▶ Task goal: Every line below must be given again exactly.
+++ Given data +++
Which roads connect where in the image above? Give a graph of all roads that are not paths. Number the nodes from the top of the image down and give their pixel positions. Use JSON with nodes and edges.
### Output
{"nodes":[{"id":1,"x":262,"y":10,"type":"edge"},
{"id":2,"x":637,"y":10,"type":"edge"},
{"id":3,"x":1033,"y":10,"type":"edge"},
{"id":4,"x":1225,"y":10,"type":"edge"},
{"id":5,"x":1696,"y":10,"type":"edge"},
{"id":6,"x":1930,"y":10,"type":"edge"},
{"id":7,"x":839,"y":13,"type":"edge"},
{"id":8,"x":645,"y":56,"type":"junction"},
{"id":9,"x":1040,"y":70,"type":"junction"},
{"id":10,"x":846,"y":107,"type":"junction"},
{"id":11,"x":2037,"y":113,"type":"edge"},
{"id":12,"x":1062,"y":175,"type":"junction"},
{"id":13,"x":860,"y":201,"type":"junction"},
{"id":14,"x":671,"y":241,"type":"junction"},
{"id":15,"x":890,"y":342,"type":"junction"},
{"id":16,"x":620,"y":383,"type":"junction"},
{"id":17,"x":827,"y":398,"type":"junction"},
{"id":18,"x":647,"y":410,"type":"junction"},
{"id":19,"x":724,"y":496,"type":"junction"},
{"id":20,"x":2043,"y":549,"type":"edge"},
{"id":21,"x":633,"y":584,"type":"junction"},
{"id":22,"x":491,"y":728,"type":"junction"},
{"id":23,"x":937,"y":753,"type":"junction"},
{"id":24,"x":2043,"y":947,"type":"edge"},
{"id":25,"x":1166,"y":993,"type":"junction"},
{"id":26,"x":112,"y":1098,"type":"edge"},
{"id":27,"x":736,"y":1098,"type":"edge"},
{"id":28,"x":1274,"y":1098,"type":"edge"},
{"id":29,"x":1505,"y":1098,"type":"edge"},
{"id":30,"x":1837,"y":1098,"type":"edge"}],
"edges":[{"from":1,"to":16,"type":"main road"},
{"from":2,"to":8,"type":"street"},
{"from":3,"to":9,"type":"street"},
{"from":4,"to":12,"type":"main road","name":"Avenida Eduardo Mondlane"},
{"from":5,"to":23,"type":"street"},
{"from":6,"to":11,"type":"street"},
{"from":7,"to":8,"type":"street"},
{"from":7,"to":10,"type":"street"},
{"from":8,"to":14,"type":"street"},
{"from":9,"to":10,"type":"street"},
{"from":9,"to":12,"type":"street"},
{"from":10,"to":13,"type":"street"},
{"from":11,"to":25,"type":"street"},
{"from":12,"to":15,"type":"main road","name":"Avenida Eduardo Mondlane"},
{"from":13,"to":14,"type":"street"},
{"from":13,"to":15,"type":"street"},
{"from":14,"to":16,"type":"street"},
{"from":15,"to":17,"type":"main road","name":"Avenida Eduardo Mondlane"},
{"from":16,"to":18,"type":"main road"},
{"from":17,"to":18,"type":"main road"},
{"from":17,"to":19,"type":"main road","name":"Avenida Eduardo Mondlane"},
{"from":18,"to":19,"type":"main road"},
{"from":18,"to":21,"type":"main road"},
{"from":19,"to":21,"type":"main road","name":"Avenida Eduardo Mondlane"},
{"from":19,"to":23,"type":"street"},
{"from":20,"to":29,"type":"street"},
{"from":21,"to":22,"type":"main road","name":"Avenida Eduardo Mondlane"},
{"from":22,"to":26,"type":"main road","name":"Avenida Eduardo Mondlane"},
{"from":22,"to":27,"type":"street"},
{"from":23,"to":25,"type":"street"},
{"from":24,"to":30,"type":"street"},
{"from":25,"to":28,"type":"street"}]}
+++
▶ Exercise solution:
Which roads connect where in the image above? Give a graph of all roads that are not paths. Number the nodes from the top of the image down and give their pixel positions. Use JSON with nodes and edges.
### Output
{"nodes":[{"id":1,"x":262,"y":10,"type":"edge"},
{"id":2,"x":637,"y":10,"type":"edge"},
{"id":3,"x":1033,"y":10,"type":"edge"},
{"id":4,"x":1225,"y":10,"type":"edge"},
{"id":5,"x":1696,"y":10,"type":"edge"},
{"id":6,"x":1930,"y":10,"type":"edge"},
{"id":7,"x":839,"y":13,"type":"edge"},
{"id":8,"x":645,"y":56,"type":"junction"},
{"id":9,"x":1040,"y":70,"type":"junction"},
{"id":10,"x":846,"y":107,"type":"junction"},
{"id":11,"x":2037,"y":113,"type":"edge"},
{"id":12,"x":1062,"y":175,"type":"junction"},
{"id":13,"x":860,"y":201,"type":"junction"},
{"id":14,"x":671,"y":241,"type":"junction"},
{"id":15,"x":890,"y":342,"type":"junction"},
{"id":16,"x":620,"y":383,"type":"junction"},
{"id":17,"x":827,"y":398,"type":"junction"},
{"id":18,"x":647,"y":410,"type":"junction"},
{"id":19,"x":724,"y":496,"type":"junction"},
{"id":20,"x":2043,"y":549,"type":"edge"},
{"id":21,"x":633,"y":584,"type":"junction"},
{"id":22,"x":491,"y":728,"type":"junction"},
{"id":23,"x":937,"y":753,"type":"junction"},
{"id":24,"x":2043,"y":947,"type":"edge"},
{"id":25,"x":1166,"y":993,"type":"junction"},
{"id":26,"x":112,"y":1098,"type":"edge"},
{"id":27,"x":736,"y":1098,"type":"edge"},
{"id":28,"x":1274,"y":1098,"type":"edge"},
{"id":29,"x":1505,"y":1098,"type":"edge"},
{"id":30,"x":1837,"y":1098,"type":"edge"}],
"edges":[{"from":1,"to":16,"type":"main road"},
{"from":2,"to":8,"type":"street"},
{"from":3,"to":9,"type":"street"},
{"from":4,"to":12,"type":"main road","name":"Avenida Eduardo Mondlane"},
{"from":5,"to":23,"type":"street"},
{"from":6,"to":11,"type":"street"},
{"from":7,"to":8,"type":"street"},
{"from":7,"to":10,"type":"street"},
{"from":8,"to":14,"type":"street"},
{"from":9,"to":10,"type":"street"},
{"from":9,"to":12,"type":"street"},
{"from":10,"to":13,"type":"street"},
{"from":11,"to":25,"type":"street"},
{"from":12,"to":15,"type":"main road","name":"Avenida Eduardo Mondlane"},
{"from":13,"to":14,"type":"street"},
{"from":13,"to":15,"type":"street"},
{"from":14,"to":16,"type":"street"},
{"from":15,"to":17,"type":"main road","name":"Avenida Eduardo Mondlane"},
{"from":16,"to":18,"type":"main road"},
{"from":17,"to":18,"type":"main road"},
{"from":17,"to":19,"type":"main road","name":"Avenida Eduardo Mondlane"},
{"from":18,"to":19,"type":"main road"},
{"from":18,"to":21,"type":"main road"},
{"from":19,"to":21,"type":"main road","name":"Avenida Eduardo Mondlane"},
{"from":19,"to":23,"type":"street"},
{"from":20,"to":29,"type":"street"},
{"from":21,"to":22,"type":"main road","name":"Avenida Eduardo Mondlane"},
{"from":22,"to":26,"type":"main road","name":"Avenida Eduardo Mondlane"},
{"from":22,"to":27,"type":"street"},
{"from":23,"to":25,"type":"street"},
{"from":24,"to":30,"type":"street"},
{"from":25,"to":28,"type":"street"}]}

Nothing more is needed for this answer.